The largest passenger jet in the world, a double-decker behemoth just flew a three-hour intra-French test flight on Sustainable Aviation Fuel or SAF for short.

Hydro processed Esters and Fatty Acids (HEFA)—SAF’s key ingredient—are definitely not what your doctor would label as healthy cooking oil, but for powering the Rolls Royce Trent 900 engine on board, it proved successful on March 25th on a French flight from Toulouse to Toulouse, and in a second on March 29th from Toulouse to Nice.

Far from being an introductory step, Airbus craft are already certified under both the FAA and the European Aviation Safety Agency (EASA) to fly commercially with a blend of 50-50 SAF and kerosene. Nevertheless, the company hopes to achieve 100% SAF authorization by the end of the decade.

“Increasing the use of SAF remains a key pathway to achieving the industry’s ambition of net zero carbon emissions by 2050,” said Airbus in a statement.

First getting paint jobs in 2006, the A380 wasn’t as successful as the company had imagined, and the €25 billion total investment was never recouped over the 251 unit sales Airbus managed. However, the 853-seater aircraft completed 800,000 flights over 7.3 million block hours with no fatalities and no hull losses.

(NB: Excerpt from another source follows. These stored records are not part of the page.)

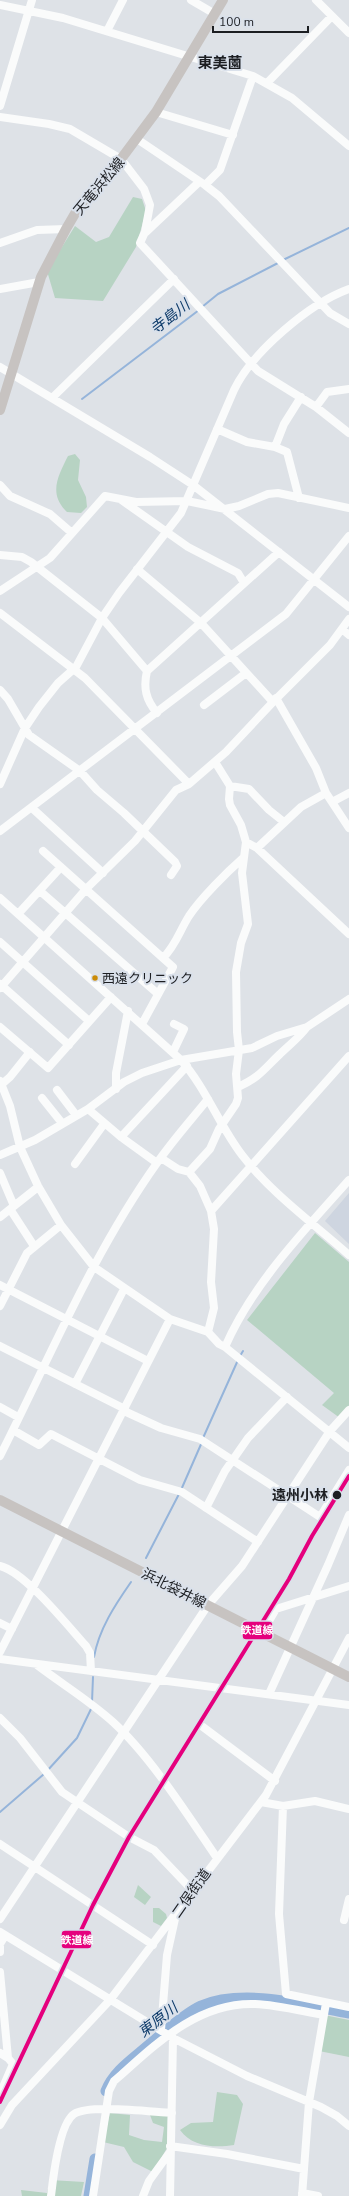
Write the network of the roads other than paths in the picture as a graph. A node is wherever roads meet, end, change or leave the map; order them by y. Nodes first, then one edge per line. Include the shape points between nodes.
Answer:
1 (32, 0) edge
2 (123, 0) edge
3 (191, 0) edge
4 (223, 0) edge
5 (316, 0) edge
6 (0, 5) edge
7 (30, 10) junction
8 (215, 14) junction
9 (332, 16) junction
10 (107, 31) junction
11 (349, 33) edge
12 (189, 57) junction
13 (252, 76) junction
14 (267, 83) junction
15 (0, 106) edge
16 (156, 112) junction
17 (0, 117) edge
18 (233, 135) junction
19 (137, 139) junction
20 (349, 146) edge
21 (122, 159) junction
22 (202, 183) junction
23 (66, 229) junction
24 (146, 232) junction
25 (0, 243) edge
26 (174, 280) junction
27 (39, 282) junction
28 (0, 289) edge
29 (349, 289) edge
30 (319, 302) junction
31 (349, 324) edge
32 (252, 362) junction
33 (0, 368) edge
34 (12, 375) junction
35 (349, 389) edge
36 (301, 397) junction
37 (52, 398) junction
38 (316, 407) junction
39 (0, 410) edge
40 (217, 429) junction
41 (349, 433) edge
42 (275, 447) junction
43 (193, 485) junction
44 (0, 486) edge
45 (299, 498) junction
46 (120, 499) junction
47 (187, 500) junction
48 (349, 508) edge
49 (225, 509) junction
50 (167, 533) junction
51 (72, 534) junction
52 (349, 536) edge
53 (279, 552) junction
54 (0, 555) edge
55 (38, 568) junction
56 (137, 569) junction
57 (314, 579) junction
58 (244, 583) junction
59 (0, 591) edge
60 (349, 607) edge
61 (0, 613) edge
62 (102, 618) junction
63 (349, 619) edge
64 (201, 623) junction
65 (342, 629) junction
66 (349, 635) edge
67 (232, 656) junction
68 (73, 670) junction
69 (147, 671) junction
70 (246, 673) junction
71 (0, 690) edge
72 (274, 700) junction
73 (204, 705) dead end
74 (157, 713) junction
75 (25, 728) junction
76 (136, 729) junction
77 (215, 762) junction
78 (2, 770) edge
79 (80, 771) junction
80 (0, 784) edge
81 (189, 784) junction
82 (230, 786) junction
83 (326, 793) junction
84 (349, 793) edge
85 (332, 802) junction
86 (32, 808) junction
87 (284, 822) junction
88 (349, 828) edge
89 (0, 831) edge
90 (143, 831) junction
91 (246, 842) junction
92 (257, 848) junction
93 (43, 851) dead end
94 (243, 858) junction
95 (61, 867) junction
96 (103, 873) junction
97 (171, 875) dead end
98 (86, 888) junction
99 (40, 891) junction
100 (0, 898) edge
101 (66, 913) junction
102 (18, 914) junction
103 (349, 934) edge
104 (45, 937) junction
105 (0, 942) edge
106 (163, 958) junction
107 (22, 962) junction
108 (1, 986) edge
109 (158, 994) junction
110 (111, 997) junction
111 (349, 999) edge
112 (128, 1012) junction
113 (89, 1021) junction
114 (142, 1024) junction
115 (174, 1024) dead end
116 (0, 1026) edge
117 (307, 1027) junction
118 (69, 1045) junction
119 (239, 1050) junction
120 (30, 1052) junction
121 (173, 1052) junction
122 (349, 1056) edge
123 (181, 1060) junction
124 (187, 1066) junction
125 (1, 1082) edge
126 (238, 1088) junction
127 (116, 1089) junction
128 (57, 1090) dead end
129 (42, 1098) dead end
130 (208, 1099) junction
131 (88, 1109) junction
132 (76, 1115) junction
133 (62, 1123) junction
134 (104, 1124) junction
135 (223, 1124) junction
136 (121, 1137) junction
137 (20, 1147) junction
138 (0, 1155) edge
139 (159, 1160) junction
140 (75, 1164) dead end
141 (251, 1166) junction
142 (189, 1172) junction
143 (0, 1173) edge
144 (349, 1180) edge
145 (38, 1187) junction
146 (12, 1208) junction
147 (211, 1211) junction
148 (0, 1217) edge
149 (312, 1222) junction
150 (61, 1225) junction
151 (34, 1246) junction
152 (349, 1255) edge
153 (94, 1267) junction
154 (0, 1285) edge
155 (8, 1289) junction
156 (124, 1289) junction
157 (0, 1306) edge
158 (67, 1319) junction
159 (170, 1319) junction
160 (208, 1332) junction
161 (100, 1336) junction
162 (0, 1346) edge
163 (225, 1347) junction
164 (148, 1362) junction
165 (42, 1367) junction
166 (75, 1384) junction
167 (287, 1397) junction
168 (0, 1407) edge
169 (124, 1410) junction
170 (349, 1410) edge
171 (18, 1417) junction
172 (13, 1430) junction
173 (330, 1431) junction
174 (349, 1448) edge
175 (0, 1456) edge
176 (99, 1459) junction
177 (233, 1460) junction
178 (349, 1470) edge
179 (288, 1496) junction
180 (0, 1500) edge
181 (206, 1508) junction
182 (349, 1515) edge
183 (63, 1532) junction
184 (258, 1542) junction
185 (0, 1566) edge
186 (349, 1586) edge
187 (32, 1589) junction
188 (312, 1596) junction
189 (208, 1605) junction
190 (0, 1623) edge
191 (12, 1629) junction
192 (262, 1634) junction
193 (349, 1638) edge
194 (291, 1648) junction
195 (0, 1652) edge
196 (0, 1659) edge
197 (36, 1664) junction
198 (333, 1669) junction
199 (91, 1671) junction
200 (349, 1677) edge
201 (160, 1680) junction
202 (268, 1694) junction
203 (317, 1700) junction
204 (349, 1705) edge
205 (0, 1718) edge
206 (203, 1727) dead end
207 (124, 1733) junction
208 (275, 1781) junction
209 (261, 1802) junction
210 (78, 1803) junction
211 (283, 1806) junction
212 (349, 1809) edge
213 (0, 1844) edge
214 (217, 1858) junction
215 (35, 1868) junction
216 (193, 1891) junction
217 (349, 1899) edge
218 (175, 1916) junction
219 (0, 1919) edge
220 (344, 1920) dead end
221 (3, 1934) edge
222 (153, 1945) junction
223 (0, 1952) edge
224 (0, 1972) edge
225 (110, 2000) junction
226 (326, 2003) junction
227 (349, 2007) edge
228 (324, 2016) junction
229 (166, 2033) junction
230 (0, 2054) edge
231 (8, 2058) junction
232 (0, 2094) edge
233 (309, 2102) junction
234 (104, 2110) junction
235 (172, 2113) junction
236 (0, 2125) edge
237 (349, 2126) edge
238 (170, 2149) junction
239 (304, 2169) junction
240 (302, 2195) edge
241 (51, 2196) edge
242 (93, 2196) edge
243 (143, 2196) edge
244 (170, 2196) edge
245 (318, 2196) edge

1 - 7 street
2 - 10 street
3 - 8 street
4 - 8 main road, 天竜浜松線
5 - 9 street
6 - 7 street
7 - 10 street
7 - 15 street
8 - 12 main road, 天竜浜松線
9 - 11 street
9 - 14 street
10 - 12 street
12 - 13 street
12 - 16 main road, 天竜浜松線
13 - 14 street
13 - 18 street
14 - 20 street via 292,98
16 - 18 street
16 - 19 main road, 天竜浜松線
17 - 21 street via 70,129
18 - 22 street via 220,170
19 - 21 main road, 天竜浜松線
19 - 22 street
21 - 23 main road, 天竜浜松線 via 80,205
21 - 24 street via 144,189 150,205
22 - 24 street
22 - 30 street via 219,196
23 - 25 street via 37,230
23 - 27 main road, 天竜浜松線
24 - 26 street via 140,243
26 - 32 street
26 - 37 street
27 - 28 street
27 - 34 main road, 天竜浜松線
29 - 30 street
30 - 31 street via 330,313
30 - 32 street via 298,318
32 - 36 street via 258,372
32 - 40 street via 236,384
33 - 34 street
34 - 37 street
34 - 39 main road, 天竜浜松線
35 - 38 street via 327,392
36 - 38 street
36 - 42 street via 284,424
37 - 43 street
38 - 41 street
40 - 42 street via 247,442
40 - 43 street
42 - 45 street via 287,452
43 - 47 street
43 - 49 street
44 - 51 street via 10,496 50,514
45 - 48 street
45 - 49 street via 278,493 268,494
46 - 47 street via 136,502
46 - 50 street
46 - 51 street via 105,496
47 - 49 street
47 - 50 street
49 - 53 street
50 - 56 street
50 - 58 street via 238,573
51 - 55 street
52 - 57 street
53 - 57 street
53 - 58 street
54 - 55 street via 22,557
55 - 59 street
55 - 62 street
56 - 62 street
56 - 64 street
57 - 60 street
57 - 67 street via 286,614
58 - 64 street
61 - 68 street
62 - 68 street
62 - 69 street
63 - 65 street
64 - 67 street
64 - 69 street
65 - 66 street
65 - 72 street via 320,656
67 - 70 street
67 - 74 street
68 - 75 street via 58,683
68 - 76 street via 85,678
69 - 74 street via 145,690 149,704
70 - 72 street
70 - 73 street
71 - 75 street via 23,721
72 - 77 street
72 - 83 street via 316,768
74 - 76 street
75 - 78 street
75 - 79 street via 29,735
76 - 79 street
76 - 81 street
77 - 81 street
77 - 82 street
78 - 80 street
79 - 86 street
79 - 90 street via 97,790
81 - 90 street via 176,790
82 - 87 street via 249,789
82 - 91 street via 230,805 241,825
83 - 85 street
83 - 87 street via 301,807
84 - 85 street
85 - 88 street
86 - 89 street
86 - 96 street
87 - 92 street
90 - 96 street
90 - 97 street via 175,862 176,866
91 - 92 street
91 - 94 street
92 - 103 street
93 - 95 street
94 - 106 street via 190,915 173,947
94 - 119 street via 242,873 248,924 241,943 236,972
95 - 98 street
95 - 99 street
96 - 98 street
98 - 101 street
98 - 106 street
99 - 101 street
99 - 102 street
100 - 102 street
101 - 104 street
101 - 109 street
102 - 104 street
104 - 107 street
104 - 110 street
105 - 107 street
106 - 109 street via 173,967
107 - 108 street
107 - 113 street
108 - 118 street
109 - 114 street
110 - 112 street
110 - 113 street
111 - 117 street
112 - 114 street
112 - 127 street via 116,1073
113 - 118 street
114 - 121 street
115 - 121 street via 184,1029
116 - 120 street
117 - 119 street via 277,1036 252,1048
117 - 126 street via 262,1074
118 - 120 street via 48,1068
119 - 123 street
119 - 126 street via 236,1074
120 - 125 street via 10,1077
121 - 123 street
122 - 141 street
123 - 124 street
123 - 127 street via 142,1073
124 - 130 street
124 - 136 street
125 - 137 street
126 - 135 street via 236,1104
127 - 131 street
128 - 132 street
129 - 133 street
130 - 135 street
130 - 139 street
131 - 132 street
131 - 134 street
132 - 133 street
133 - 137 street
134 - 136 street
134 - 140 street
135 - 141 street
135 - 142 street via 218,1129 210,1149
136 - 139 street
137 - 138 street
137 - 145 street
139 - 142 street
139 - 153 street
141 - 147 street
141 - 149 street via 274,1190
142 - 147 street via 200,1186
143 - 146 street
144 - 149 street
145 - 146 street
145 - 150 street
146 - 148 street
146 - 151 street
147 - 160 street via 214,1229 211,1282 214,1308
149 - 152 street
149 - 163 street via 256,1292
150 - 151 street
150 - 153 street
151 - 155 street via 27,1253
153 - 156 street
153 - 158 street
154 - 155 street
155 - 157 street
155 - 158 street
156 - 159 street
156 - 161 street
158 - 161 street
158 - 165 street
159 - 160 street
159 - 164 street
160 - 163 street
161 - 164 street
161 - 166 street
162 - 165 street
163 - 167 street
164 - 169 street
165 - 166 street
165 - 171 street
166 - 169 street
167 - 173 street
167 - 177 street via 248,1438
168 - 171 street
169 - 176 street
169 - 177 street via 161,1428 202,1440
170 - 173 street
171 - 172 street
172 - 175 street
172 - 176 street via 39,1445 50,1434
173 - 174 street
173 - 179 street
176 - 181 street via 140,1480 180,1492
176 - 183 street
177 - 179 street
177 - 181 street
178 - 179 street via 320,1517
179 - 184 street
180 - 183 main road, 浜北袋井線
181 - 184 street
182 - 188 street
183 - 187 street
183 - 189 main road, 浜北袋井線
184 - 189 street via 242,1566
185 - 187 street via 14,1572
186 - 188 street
187 - 191 street
187 - 199 street via 86,1646 90,1654
188 - 192 street via 276,1609
188 - 194 street
189 - 192 main road, 浜北袋井線
189 - 201 street
190 - 191 street
191 - 195 street
192 - 194 main road, 浜北袋井線
193 - 198 street, 二俣街道
194 - 198 main road, 浜北袋井線
194 - 202 street
196 - 197 street
197 - 199 street
197 - 207 street via 101,1712
198 - 200 main road, 浜北袋井線
198 - 203 street, 二俣街道
199 - 201 street
201 - 202 street
201 - 207 street
202 - 203 street
203 - 204 street
203 - 208 street, 二俣街道
205 - 210 street via 20,1738 62,1792
206 - 208 street
207 - 210 street
207 - 214 street via 163,1781
208 - 209 street, 二俣街道
209 - 211 street
209 - 214 street, 二俣街道
210 - 215 street
210 - 216 street via 129,1837 154,1850
211 - 212 street via 315,1801
211 - 226 street via 279,1914 286,1994
213 - 215 street
214 - 216 street, 二俣街道
215 - 219 street
215 - 222 street
216 - 218 street, 二俣街道
217 - 220 street
218 - 222 street, 二俣街道
218 - 229 street via 167,1955
221 - 223 street
221 - 225 street
222 - 225 street, 二俣街道
224 - 231 street
225 - 229 street
225 - 236 street, 二俣街道 via 12,2105
226 - 227 street
226 - 228 street
228 - 229 street via 254,2004 208,2012
228 - 233 street
229 - 233 street via 247,2076
229 - 234 street via 114,2081
229 - 235 street
230 - 231 street
231 - 232 street via 12,2064
233 - 237 street via 337,2116
233 - 239 street
234 - 235 street
234 - 241 street via 74,2114 64,2127
234 - 242 street
235 - 238 street
238 - 239 street via 227,2154
238 - 243 street via 149,2181
238 - 244 street
239 - 240 street
240 - 245 street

They’re also using the discontinued craft to test out three new experimental green hydrogen propulsion systems. SAF is more or less finished as a technology and requires little adaptation aboard existing passenger jets. Hydrogen, however, would provide a much greater reduction in-flight emissions, something the Airbus brass are very interested in investigating.

“I strongly believe that the use of hydrogen—both in synthetic fuels and as a primary power source for commercial aircraft—has the potential to significantly reduce aviation’s climate impact,” Guillaume Faury, chief executive for Airbus, said in February.